Our team has been working on prioritization quite a bit lately and, perhaps by no coincidence I’ve seen a lot of great commentary on priorities. In my experience, there are at least 3 challenges with prioritization. And while there are no perfect ways to combat these challenges, by understanding them and keeping them in mind you should be able to make better decisions.
- No Clear Objective – This is possibly the biggest culprit of poor ability to prioritize features and build a great roadmap. And it’s generally not directly the fault of the product managers but comes from a lack of leadership – often starting all the way at the top. The leadership’s responsibility is to create an objective or said differently establish a problem to be solved and then come up with ways to measure whether that’s happening or not (and ideally, empower a team to then go after this objective). But absent that, a product manager is like a chef with a ton of ingredients and no idea what they’re trying to bake. One caveat here though is that the process of presenting problems to solve has been established. If there’s no discovery, then the leadership can’t create effective objectives and this situation snowballs from there. Which often leads to the creation of issue number 2.

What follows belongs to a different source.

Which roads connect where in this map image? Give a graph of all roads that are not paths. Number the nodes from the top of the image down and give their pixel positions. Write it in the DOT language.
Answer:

2. You’ve Overfit the Product – In statistics, the goal is to build a predictive model from a random sample of data where there are a limited number of variables. But if the creator of a model puts in too many variables, some of which aren’t significant to the population at large, they create a model that is great at predicting the data included in the sample but terrible at generalizing thereby rendering it poor or even useless. Without discovery and OKR’s, stakeholders and sales people often bring singular client requests to the table. Jason Knight summed this up perfectly:
“For all the talk of ruthless prioritisation, one pattern I’ve seen before is that a company has Way Too Much Stuff to do, and all of it is somehow equally valid as the top priority. This can kill attempts to prioritise or trade-off. It’s all important!

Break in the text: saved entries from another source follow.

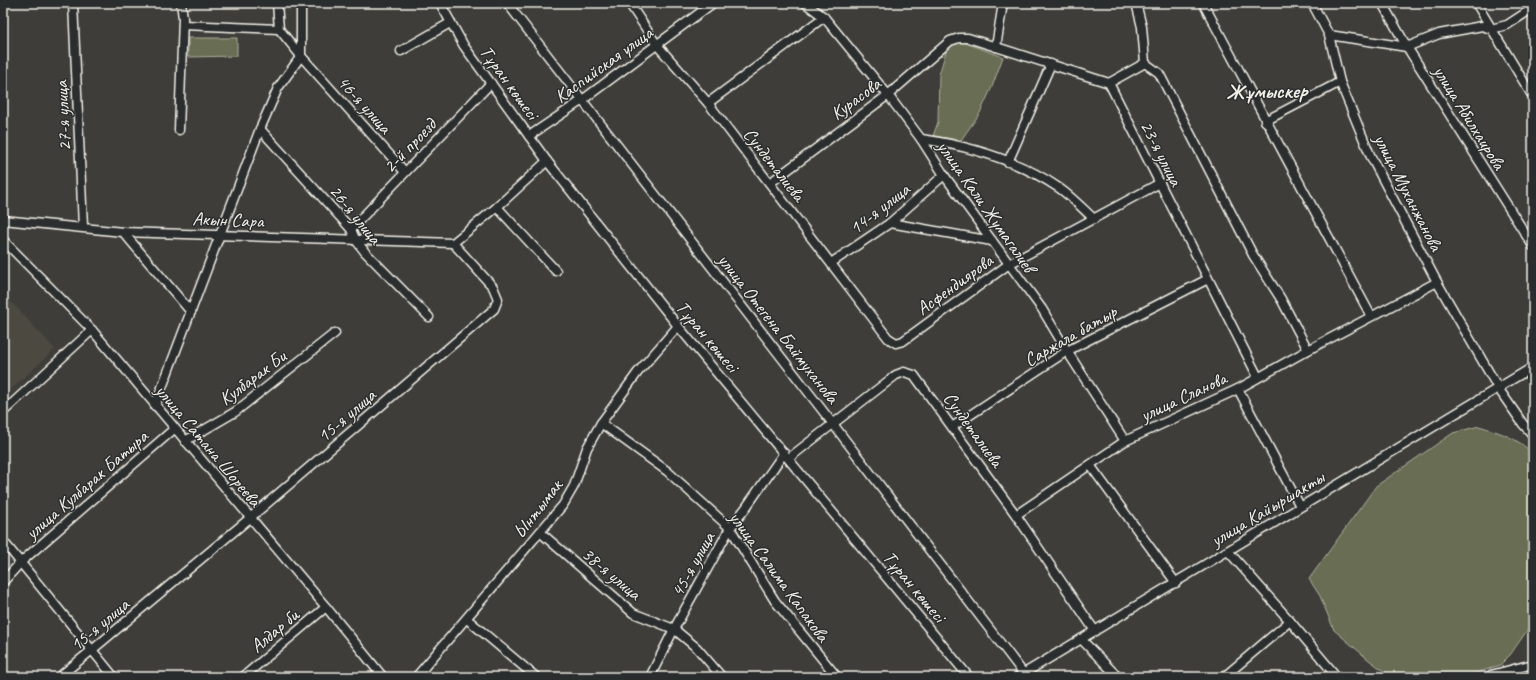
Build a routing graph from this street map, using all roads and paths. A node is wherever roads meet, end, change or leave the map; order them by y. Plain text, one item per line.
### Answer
1 (73, 3) edge
2 (182, 3) edge
3 (277, 3) edge
4 (301, 3) edge
5 (440, 3) edge
6 (507, 3) edge
7 (629, 3) edge
8 (713, 3) edge
9 (806, 3) edge
10 (1003, 3) edge
11 (1136, 3) edge
12 (1202, 3) edge
13 (1312, 3) edge
14 (1382, 3) edge
15 (1476, 3) edge
16 (702, 6) edge
17 (1533, 8) edge
18 (824, 17) junction
19 (450, 23) junction
20 (182, 25) junction
21 (279, 29) junction
22 (1491, 29) junction
23 (1328, 35) junction
24 (657, 45) junction
25 (996, 47) junction
26 (1407, 47) junction
27 (401, 51) dead end
28 (301, 56) junction
29 (1145, 63) junction
30 (1051, 64) junction
31 (1340, 82) junction
32 (491, 83) junction
33 (1109, 83) junction
34 (888, 95) junction
35 (1533, 96) edge
36 (581, 100) junction
37 (708, 103) junction
38 (1265, 121) junction
39 (260, 129) junction
40 (179, 130) dead end
41 (529, 136) junction
42 (921, 139) junction
43 (547, 161) junction
44 (1008, 162) junction
45 (405, 172) junction
46 (944, 175) junction
47 (770, 183) junction
48 (1160, 183) junction
49 (497, 207) junction
50 (1094, 218) junction
51 (3, 220) edge
52 (890, 223) junction
53 (83, 227) junction
54 (351, 229) junction
55 (124, 232) junction
56 (220, 236) junction
57 (355, 239) junction
58 (3, 240) edge
59 (992, 241) junction
60 (453, 243) junction
61 (1533, 246) edge
62 (831, 263) junction
63 (1009, 264) junction
64 (556, 271) dead end
65 (1208, 279) junction
66 (1437, 282) junction
67 (191, 312) junction
68 (1371, 316) junction
69 (429, 317) dead end
70 (678, 326) junction
71 (92, 330) junction
72 (336, 333) dead end
73 (896, 343) joint
74 (1308, 350) junction
75 (1067, 351) junction
76 (1533, 367) edge
77 (1258, 378) junction
78 (1498, 388) junction
79 (1238, 389) junction
80 (155, 406) junction
81 (3, 412) edge
82 (601, 423) junction
83 (833, 424) junction
84 (952, 427) junction
85 (174, 428) junction
86 (1533, 435) edge
87 (185, 441) junction
88 (1125, 441) junction
89 (786, 456) junction
90 (1090, 465) junction
91 (1300, 506) junction
92 (1016, 515) junction
93 (250, 518) junction
94 (730, 528) junction
95 (540, 532) junction
96 (3, 541) edge
97 (1228, 551) junction
98 (21, 562) junction
99 (3, 582) edge
100 (1176, 583) junction
101 (326, 607) junction
102 (467, 619) junction
103 (1290, 621) junction
104 (674, 629) junction
105 (1095, 631) junction
106 (1081, 639) junction
107 (92, 650) junction
108 (1533, 664) edge
109 (1021, 675) edge
110 (1491, 675) dead end
111 (59, 677) edge
112 (114, 677) edge
113 (243, 677) edge
114 (383, 677) edge
115 (416, 677) edge
116 (536, 677) edge
117 (650, 677) edge
118 (722, 677) edge
119 (837, 677) edge
120 (970, 677) edge
121 (1118, 677) edge
122 (1224, 677) edge
123 (1337, 677) edge

1 - 53 street, 27-я улица
2 - 20 street
3 - 21 street
4 - 28 street
5 - 19 street, Тұран көшесі
6 - 36 street, улица Отегена Баймуханова
7 - 24 street, Сундеталиева
8 - 16 street, Каспийская улица
9 - 18 street, улица Кали Жумагалиев
10 - 25 street
11 - 29 street
12 - 38 street
13 - 23 street, улица Муханжанова
14 - 26 street, улица Абилхаирова
15 - 22 street
16 - 24 street, Каспийская улица
17 - 22 street
18 - 34 street, улица Кали Жумагалиев
18 - 37 street
19 - 27 street
19 - 32 street, Тұран көшесі
20 - 21 street
20 - 40 street
21 - 28 street, 46-я улица
22 - 26 street
22 - 35 street
23 - 26 street
23 - 31 street, улица Муханжанова
24 - 36 street, Каспийская улица
24 - 37 street, Сундеталиева
25 - 30 street
25 - 34 street, Курасова
26 - 61 street, улица Абилхаирова
28 - 39 street
28 - 45 street, 46-я улица
29 - 33 street
29 - 74 street
30 - 33 street
30 - 44 street
31 - 38 street
31 - 66 street, улица Муханжанова
32 - 41 street, Тұран көшесі
32 - 45 street, 2-й проезд
33 - 48 street, 23-я улица
34 - 42 street, улица Кали Жумагалиев
34 - 47 street, Курасова
36 - 41 street, Каспийская улица
36 - 83 street, улица Отегена Баймуханова
37 - 47 street, Сундеталиева
38 - 68 street
39 - 54 street, 26-я улица
39 - 56 street
41 - 43 street, Тұран көшесі
42 - 44 street
42 - 46 street, улица Кали Жумагалиев
43 - 49 street
43 - 70 street, Тұран көшесі
44 - 50 street
45 - 54 street, 2-й проезд
46 - 52 street, 14-я улица
46 - 59 street, улица Кали Жумагалиев
47 - 62 street, Сундеталиева
48 - 50 street, Асфендиярова
48 - 65 street, 23-я улица
49 - 60 street
49 - 64 street
50 - 63 street, Асфендиярова
51 - 53 street, Акын Сара
52 - 59 street
52 - 62 street, 14-я улица
53 - 55 street, Акын Сара
54 - 57 street, 26-я улица
55 - 56 street, Акын Сара
55 - 67 street
56 - 57 street, Акын Сара
56 - 67 street
57 - 60 street, Акын Сара
57 - 69 street, 26-я улица
58 - 71 street, улица Сатана Шореева
59 - 63 street, улица Кали Жумагалиев
60 - 93 street, 15-я улица
62 - 73 street, Сундеталиева
63 - 73 street, Асфендиярова
63 - 75 street, улица Кали Жумагалиев
65 - 75 street, Саржала батыр
65 - 77 street, 23-я улица
66 - 68 street, улица Сланова
66 - 78 street, улица Муханжанова
67 - 80 street
68 - 74 street, улица Сланова
70 - 82 street, Ынтымак
70 - 89 street, Тұран көшесі
71 - 80 street, улица Сатана Шореева
71 - 81 street
72 - 87 street, Кулбарак Би
74 - 77 street, улица Сланова
75 - 84 street, Саржала батыр
75 - 88 street, улица Кали Жумагалиев
76 - 78 street, улица Кайыршакты
77 - 79 street, улица Сланова
78 - 86 street, улица Муханжанова
78 - 91 street, улица Кайыршакты
79 - 88 street, улица Сланова
79 - 91 street
80 - 85 street, улица Сатана Шореева
82 - 94 street, улица Салима Капакова
82 - 95 street, Ынтымак
83 - 84 street, Сундеталиева
83 - 89 street, Сундеталиева
83 - 109 street, улица Отегена Баймуханова
84 - 92 street, Сундеталиева
85 - 87 street, улица Сатана Шореева
85 - 98 street, улица Кулбарак Батыра
87 - 93 street, улица Сатана Шореева
88 - 90 street, улица Сланова
89 - 94 street, 45-я улица
89 - 120 street, Тұран көшесі
90 - 92 street, улица Сланова
90 - 100 street
91 - 97 street, улица Кайыршакты
92 - 105 street, Сундеталиева
93 - 101 street, улица Сатана Шореева
93 - 107 street, 15-я улица
94 - 104 street, 45-я улица
94 - 119 street, улица Салима Капакова
95 - 102 street, Ынтымак
95 - 104 street, 38-я улица
96 - 98 street
97 - 100 street, улица Кайыршакты
97 - 103 street
98 - 99 street, улица Кулбарак Батыра
98 - 107 street
100 - 105 street, улица Кайыршакты
101 - 113 street, Алдар би
101 - 114 street, улица Сатана Шореева
102 - 115 street, Ынтымак
102 - 116 street
103 - 122 street
103 - 123 street
104 - 117 street, 45-я улица
104 - 118 street, 38-я улица
105 - 106 street, улица Кайыршакты
106 - 109 street, улица Кайыршакты
106 - 121 street
107 - 111 street, 15-я улица
107 - 112 street
108 - 110 street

Companies can end up in places like this because they went where the deals were (no well-defined ICP), they went fast, leaving them with a wide but shallow product that does just enough to cover the basics for many but not delight any.
They then end up with 15 different things that legitimately need to be improved (or, in worst-case scenarios, fixed) and enough revenue tied up in each to make it impossible to just ignore something for a year until you get to it.”
This is a sure-fire way to create feature teams constantly feeling behind, likely suffering in terms of quality and probably feeling like their product’s addressable market size – the number of people that benefit from the product – is very small.
3. Treating Models as Deterministic – Once a backlog becomes unwieldy, it’s tempting to apply modeling techniques to it and see them as the silver bullet to the prioritization problem. However, every model (that I’ve seen anyway) has at least one and usually many non-deterministic inputs to it. Behavioral researchers use these types of measurements in places where absolute measurements don’t exist (Likert Scales for instance – that ask you to strongly agree, agree, disagree etc.). To be fair these are better than nothing and can reveal insights. But these are things that can only be estimated or hypothesized but not demonstrated and they’re even subject to human biases. Intuitively (and ideally from listening to customers) a product manager can describe things like impact or potential. But translating that to a number and then apply to a formula doesn’t change the fact that the underlying driver is the Product Manager’s intuition. Don’t get me wrong, there’s nothing inherently wrong with using models and they do sometimes create thought and perspective just by going through them that may not have otherwise been realized. But be careful to not treat them as 100% gospel. They’re nuanced. And remember, even Einstein’s Theory of Relativity doesn’t hold up under certain conditions. Candidly, this is what’s both beautiful and difficult about product management – it’s not easy!
Hopefully understanding these challenges with prioritization will help or at least give you something’s to think about while grooming roadmaps and making decisions on next steps.